Thread: Home-brewed table syncronization
Hello everyone, While I still have plans to do some more work on RServ, it is apparent to me that I need a more immediate solution. I'm not replicating my entire dataset, but rather just some "summary" tables that are maintained by stored procedures. This means RServ is an iffy proposition at best for me right now. So, I'm looking at syncronizing 4 tables from one master database to several child databases. I'm thinking of doing the following with DBD::Multiplex: DELETE FROM TableA; INSERT INTO TableA (..) VALUES (...); .... on all the child databases, but I'm not sure what kind of impact this would have on my servers. My impression is that this would hammer the indexes, and might blow any memory optimization out the window. Only a few records in my dataset will change from time-to-time, but just the process of determining what is different may take more effort than simply rebuilding. What are your thoughts? These tables will probably only have a maximum of 10,000 rows in total, but I'm going to have to syncronize once per minute; as a result, I wouldn't like this to take any longer than about 10 seconds. -- /* Michael A. Nachbaur <mike@nachbaur.com>* http://nachbaur.com/pgpkey.asc*/ "Out," he said.

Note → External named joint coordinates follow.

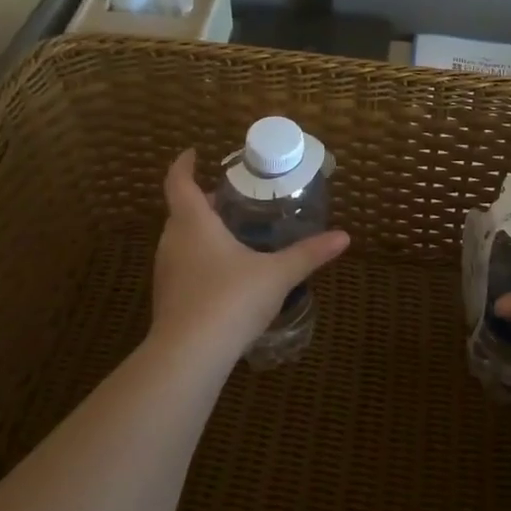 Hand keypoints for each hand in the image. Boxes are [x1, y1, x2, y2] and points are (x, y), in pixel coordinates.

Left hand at [149, 149, 349, 359]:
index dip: (184, 165)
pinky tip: (224, 276)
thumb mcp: (277, 275)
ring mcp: (166, 272)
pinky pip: (182, 266)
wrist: (189, 356)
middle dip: (203, 202)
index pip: (179, 183)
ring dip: (200, 233)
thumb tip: (344, 237)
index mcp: (194, 223)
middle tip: (230, 200)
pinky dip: (199, 260)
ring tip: (232, 235)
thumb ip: (308, 254)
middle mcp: (173, 242)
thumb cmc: (230, 300)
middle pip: (182, 212)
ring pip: (181, 240)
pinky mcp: (167, 299)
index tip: (193, 154) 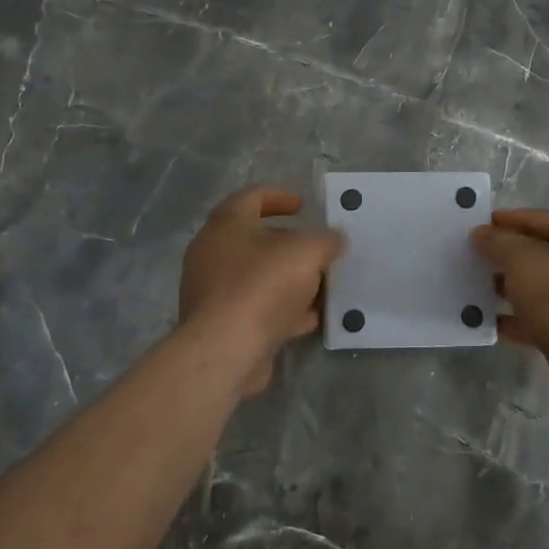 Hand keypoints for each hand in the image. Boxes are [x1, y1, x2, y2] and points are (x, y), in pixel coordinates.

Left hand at [179, 187, 345, 395]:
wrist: (224, 351)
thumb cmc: (262, 286)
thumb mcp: (306, 253)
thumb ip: (326, 240)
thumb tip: (336, 238)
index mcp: (226, 225)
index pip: (251, 197)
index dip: (280, 197)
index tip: (304, 206)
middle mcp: (213, 253)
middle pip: (255, 239)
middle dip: (290, 243)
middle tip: (318, 248)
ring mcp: (214, 291)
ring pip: (258, 276)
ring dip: (289, 279)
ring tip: (322, 285)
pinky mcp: (221, 324)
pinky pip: (257, 308)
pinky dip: (283, 309)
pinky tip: (310, 319)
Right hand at [471, 209, 548, 431]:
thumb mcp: (523, 261)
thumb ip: (498, 242)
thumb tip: (481, 233)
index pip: (541, 218)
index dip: (509, 219)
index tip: (478, 225)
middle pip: (540, 252)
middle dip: (505, 255)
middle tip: (472, 257)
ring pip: (538, 287)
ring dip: (507, 287)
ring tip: (474, 287)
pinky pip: (538, 318)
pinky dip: (514, 317)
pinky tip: (486, 320) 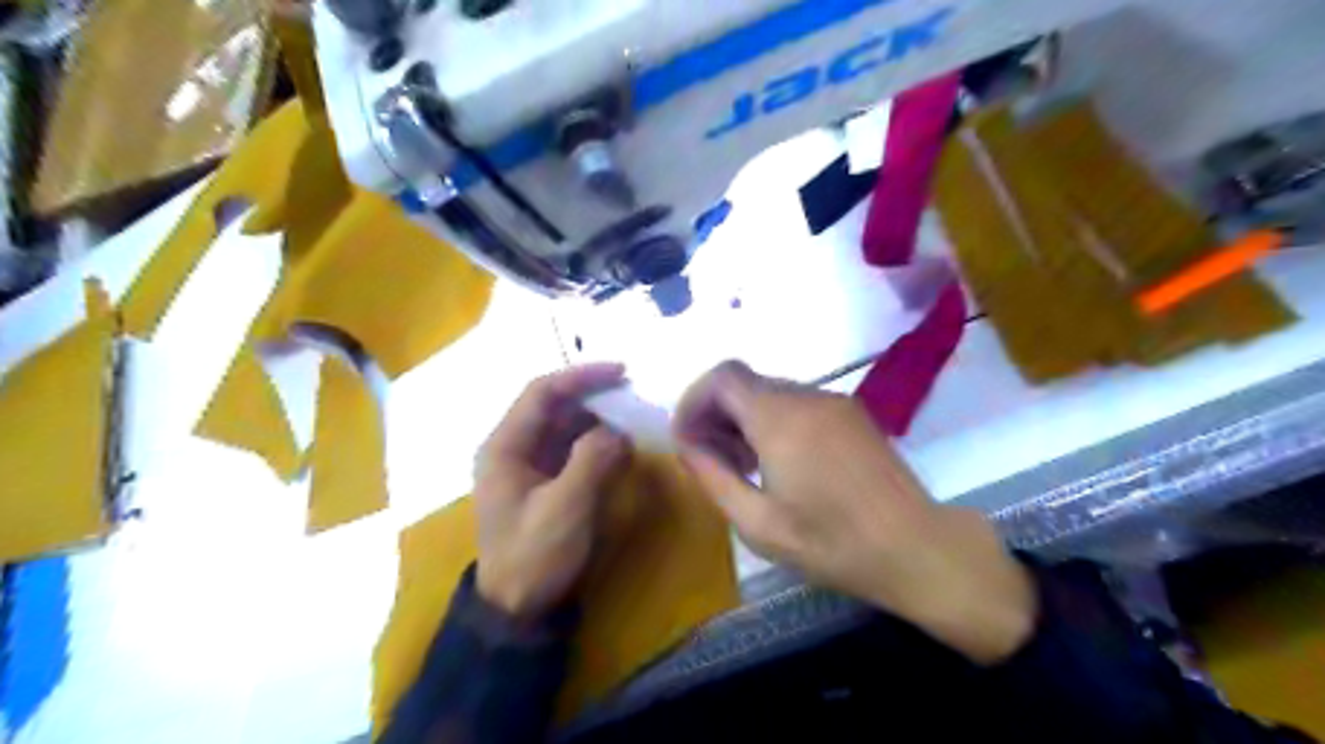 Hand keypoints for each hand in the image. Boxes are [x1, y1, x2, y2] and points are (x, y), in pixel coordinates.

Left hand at [477, 364, 629, 618]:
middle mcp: (514, 448)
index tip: (621, 372)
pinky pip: (573, 451)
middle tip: (634, 396)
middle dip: (594, 398)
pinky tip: (621, 449)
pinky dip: (598, 445)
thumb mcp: (564, 507)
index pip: (542, 392)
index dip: (581, 377)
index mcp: (505, 446)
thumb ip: (592, 460)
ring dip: (599, 421)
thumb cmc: (533, 556)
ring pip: (567, 427)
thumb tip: (618, 432)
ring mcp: (530, 466)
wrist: (517, 611)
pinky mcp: (546, 483)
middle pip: (555, 407)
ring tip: (633, 421)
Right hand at [676, 360, 1039, 661]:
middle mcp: (807, 396)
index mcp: (780, 419)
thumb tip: (687, 446)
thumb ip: (713, 477)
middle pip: (745, 383)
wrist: (917, 548)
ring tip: (742, 465)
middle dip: (716, 413)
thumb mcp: (759, 524)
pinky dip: (774, 421)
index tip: (687, 438)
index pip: (723, 377)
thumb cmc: (833, 543)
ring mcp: (834, 402)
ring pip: (771, 393)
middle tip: (709, 458)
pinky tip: (779, 462)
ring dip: (745, 419)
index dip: (694, 400)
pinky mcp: (853, 414)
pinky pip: (798, 404) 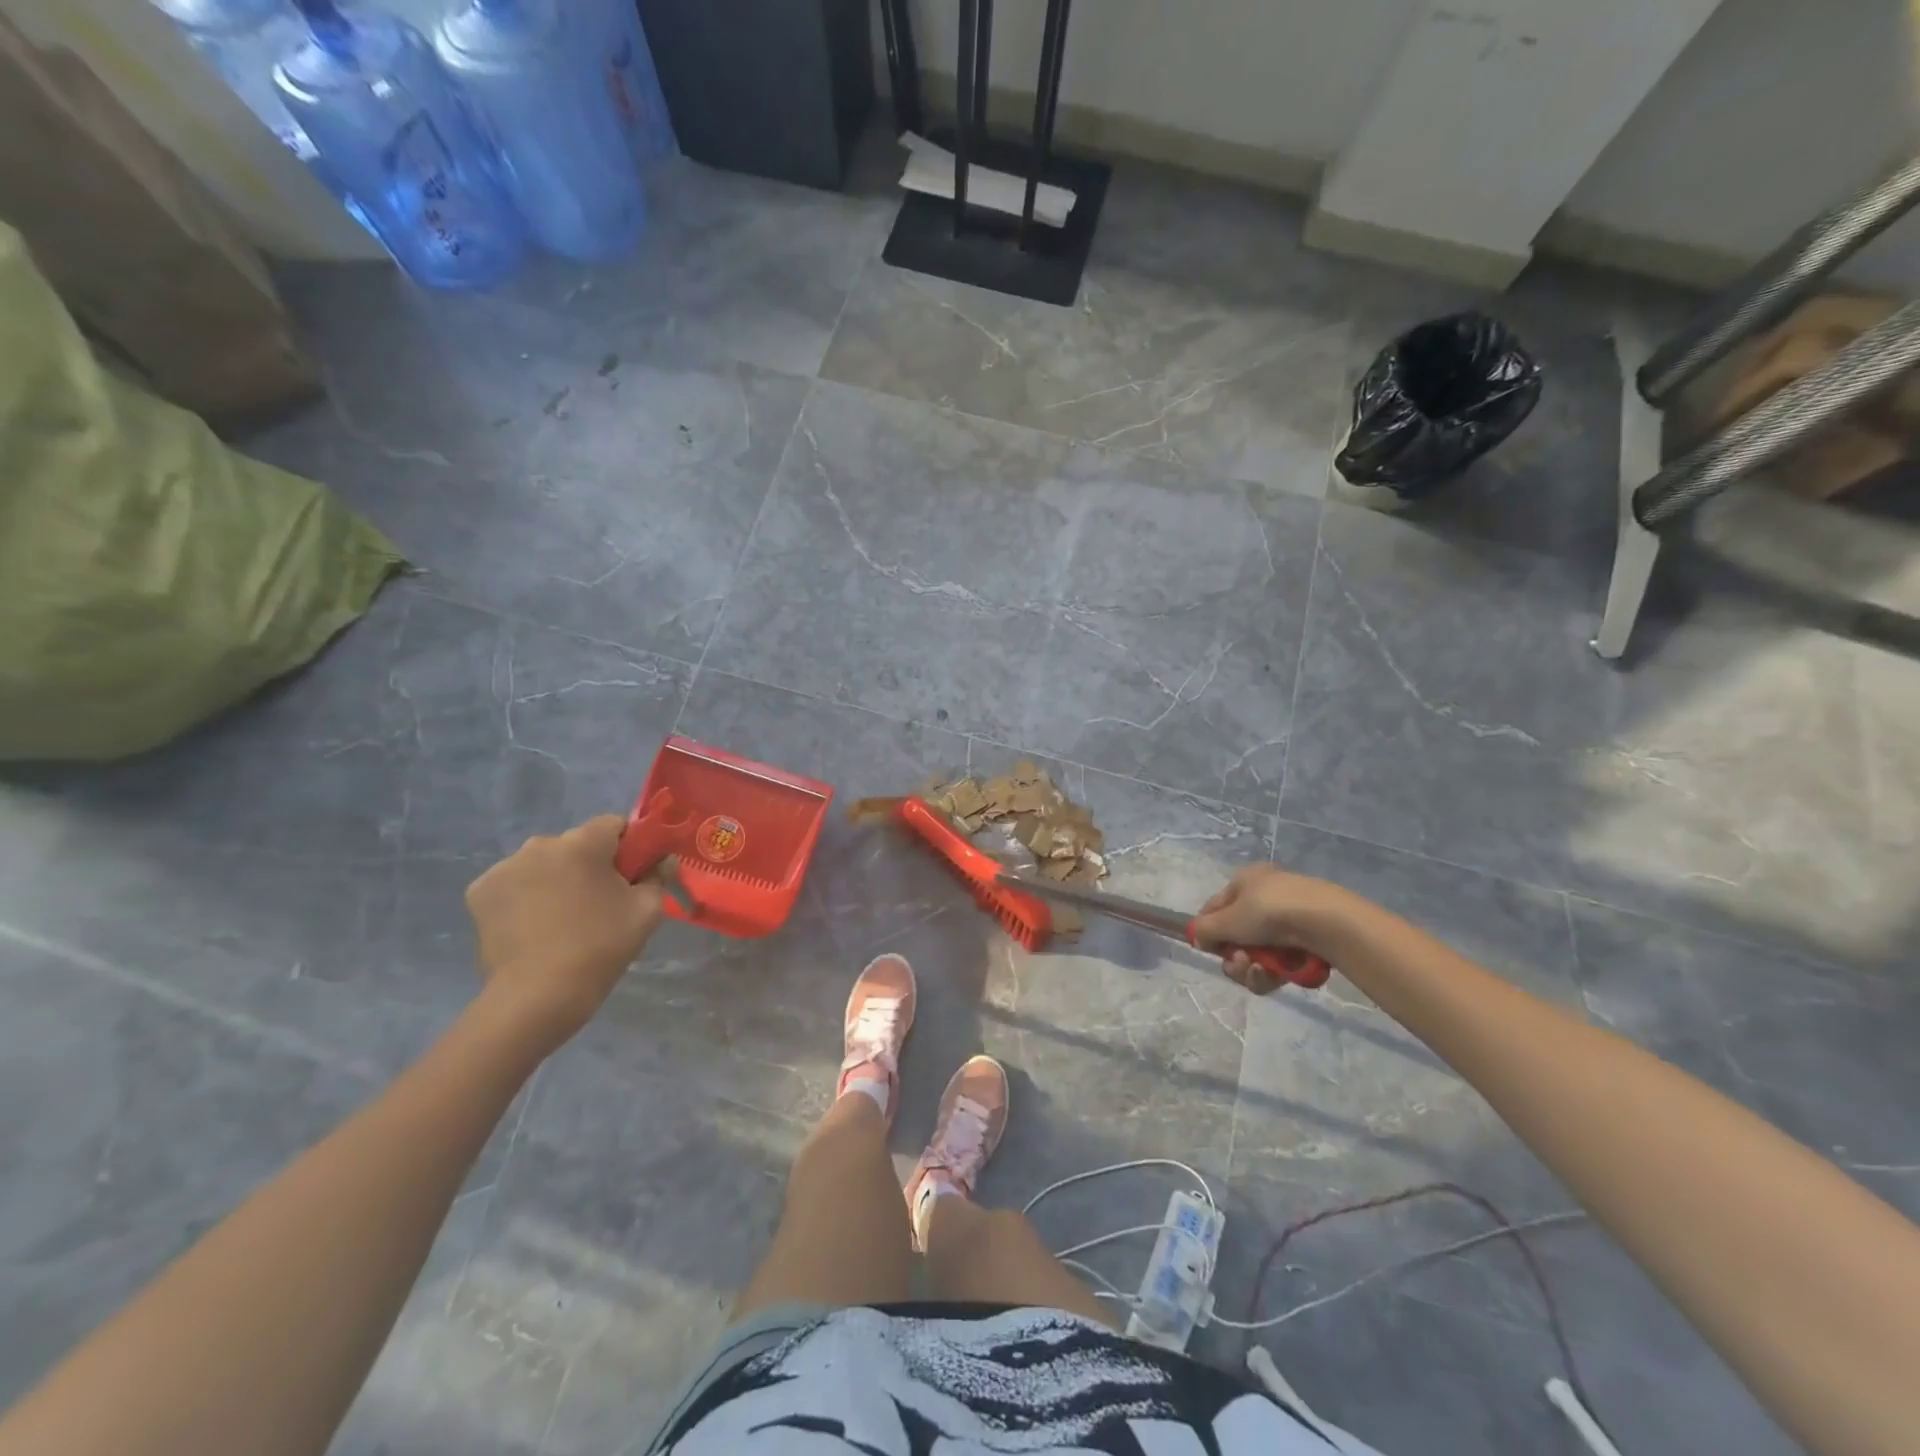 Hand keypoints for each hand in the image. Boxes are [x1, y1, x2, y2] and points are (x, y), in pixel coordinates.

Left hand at [465, 815, 672, 1051]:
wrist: (537, 997)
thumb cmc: (600, 948)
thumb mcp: (647, 910)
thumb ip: (659, 876)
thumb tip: (661, 860)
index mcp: (582, 843)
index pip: (614, 824)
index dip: (628, 848)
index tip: (632, 877)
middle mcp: (540, 845)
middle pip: (577, 843)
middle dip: (590, 864)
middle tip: (600, 902)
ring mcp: (505, 868)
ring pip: (544, 863)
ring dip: (556, 878)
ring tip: (563, 918)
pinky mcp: (480, 892)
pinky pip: (515, 882)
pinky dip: (526, 895)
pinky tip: (534, 925)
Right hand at [1191, 864, 1361, 993]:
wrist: (1326, 923)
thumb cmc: (1269, 911)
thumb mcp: (1227, 920)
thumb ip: (1205, 930)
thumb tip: (1199, 939)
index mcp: (1246, 880)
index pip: (1215, 907)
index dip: (1209, 930)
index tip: (1210, 949)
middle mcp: (1266, 896)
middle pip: (1237, 935)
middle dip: (1235, 956)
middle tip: (1240, 963)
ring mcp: (1289, 920)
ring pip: (1258, 953)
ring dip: (1253, 968)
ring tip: (1261, 971)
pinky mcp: (1308, 943)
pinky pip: (1281, 962)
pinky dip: (1275, 972)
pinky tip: (1277, 976) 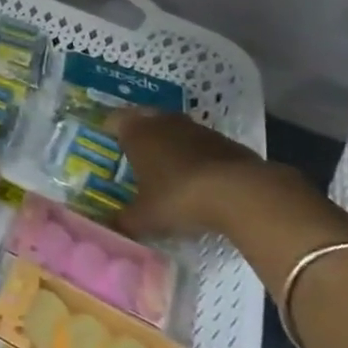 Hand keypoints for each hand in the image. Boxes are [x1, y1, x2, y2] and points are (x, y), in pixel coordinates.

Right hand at [107, 109, 268, 239]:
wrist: (241, 192)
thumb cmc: (179, 197)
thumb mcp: (146, 217)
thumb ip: (124, 221)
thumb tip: (109, 227)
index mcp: (136, 133)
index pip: (113, 120)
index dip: (108, 130)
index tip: (106, 144)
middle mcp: (162, 122)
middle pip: (144, 120)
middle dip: (139, 135)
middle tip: (134, 156)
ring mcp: (195, 128)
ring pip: (173, 129)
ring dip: (169, 144)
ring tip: (166, 169)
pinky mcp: (224, 140)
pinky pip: (199, 144)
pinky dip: (194, 155)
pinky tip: (198, 179) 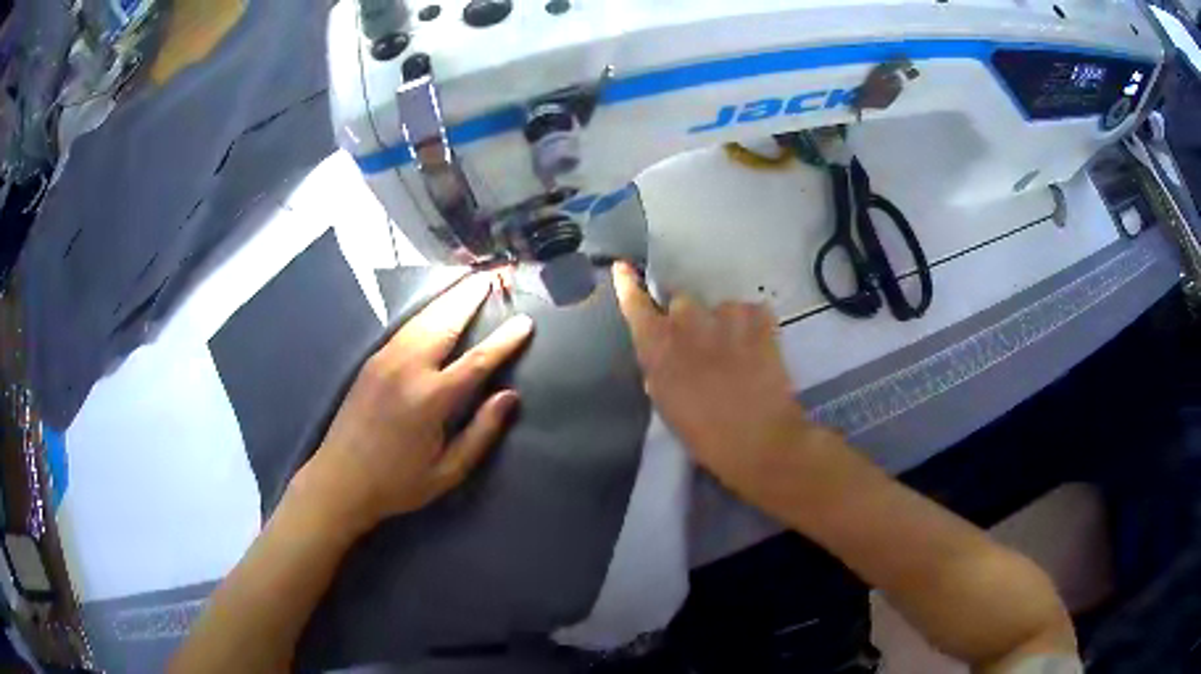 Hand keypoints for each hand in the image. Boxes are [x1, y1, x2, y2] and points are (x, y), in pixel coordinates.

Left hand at [295, 273, 533, 534]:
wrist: (339, 480)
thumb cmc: (398, 483)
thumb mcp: (448, 471)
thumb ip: (481, 432)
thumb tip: (509, 396)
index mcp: (432, 399)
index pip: (477, 360)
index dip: (504, 341)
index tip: (525, 322)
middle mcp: (408, 369)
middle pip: (446, 322)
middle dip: (471, 298)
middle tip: (491, 276)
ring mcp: (385, 360)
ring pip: (423, 319)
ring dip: (448, 298)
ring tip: (467, 280)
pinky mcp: (371, 362)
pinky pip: (405, 328)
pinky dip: (426, 312)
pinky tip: (435, 307)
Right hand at [612, 262, 809, 500]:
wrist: (759, 440)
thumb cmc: (705, 435)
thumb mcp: (668, 406)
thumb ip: (660, 371)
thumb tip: (663, 356)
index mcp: (659, 347)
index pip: (635, 306)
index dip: (628, 286)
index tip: (625, 268)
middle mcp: (687, 322)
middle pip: (682, 302)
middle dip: (690, 318)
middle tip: (705, 345)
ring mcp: (726, 316)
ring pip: (721, 307)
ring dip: (725, 323)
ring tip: (739, 353)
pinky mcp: (760, 319)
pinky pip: (752, 312)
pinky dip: (754, 326)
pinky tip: (759, 349) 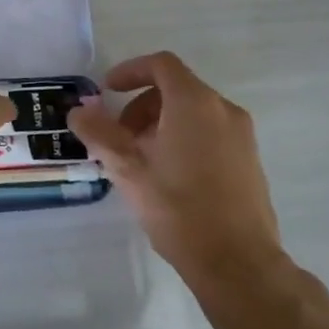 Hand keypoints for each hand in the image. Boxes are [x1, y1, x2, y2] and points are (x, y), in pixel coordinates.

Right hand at [67, 52, 284, 286]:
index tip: (107, 91)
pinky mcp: (250, 161)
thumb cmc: (179, 209)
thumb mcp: (128, 170)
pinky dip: (184, 138)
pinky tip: (168, 176)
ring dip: (160, 123)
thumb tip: (78, 111)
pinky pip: (210, 133)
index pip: (161, 65)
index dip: (130, 71)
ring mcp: (242, 136)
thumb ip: (99, 134)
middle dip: (140, 105)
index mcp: (194, 103)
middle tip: (118, 136)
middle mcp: (223, 110)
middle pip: (176, 88)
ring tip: (140, 160)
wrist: (239, 264)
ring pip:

People who can supply that amount of firepower don't need to supply verbs as well.
On Wed, 2003-07-09 at 14:14, Michael A Nachbaur wrote: > So, I'm looking at syncronizing 4 tables from one master database to several > child databases. I'm thinking of doing the following with DBD::Multiplex: > > DELETE FROM TableA; > INSERT INTO TableA (..) VALUES (...); > .... > > on all the child databases, but I'm not sure what kind of impact this would > have on my servers. My impression is that this would hammer the indexes, and > might blow any memory optimization out the window. Only a few records in my > dataset will change from time-to-time, but just the process of determining > what is different may take more effort than simply rebuilding. Keep a timestamp associated with each record. Only update the records with timestamps later than your last sync. -- Cliff Wells, Software Engineer Logiplex Corporation (www.logiplex.net) (503) 978-6726 (800) 735-0555
On Wednesday 09 July 2003 02:28 pm, Cliff Wells wrote: > On Wed, 2003-07-09 at 14:14, Michael A Nachbaur wrote: > > So, I'm looking at syncronizing 4 tables from one master database to > > several child databases. I'm thinking of doing the following with > > DBD::Multiplex: > > > > DELETE FROM TableA; > > INSERT INTO TableA (..) VALUES (...); > > .... > > > > on all the child databases, but I'm not sure what kind of impact this > > would have on my servers. My impression is that this would hammer the > > indexes, and might blow any memory optimization out the window. Only a > > few records in my dataset will change from time-to-time, but just the > > process of determining what is different may take more effort than simply > > rebuilding. > > Keep a timestamp associated with each record. Only update the records > with timestamps later than your last sync. I'm dealing with an existing database structure that, though I can change it, has a lot of impact on the rest of my infrastructure. If I can find a way of doing this without resorting to timestamps, I'd much rather do it that way. -- /* Michael A. Nachbaur <mike@nachbaur.com>* http://nachbaur.com/pgpkey.asc*/ "Rome wasn't burned in a day. "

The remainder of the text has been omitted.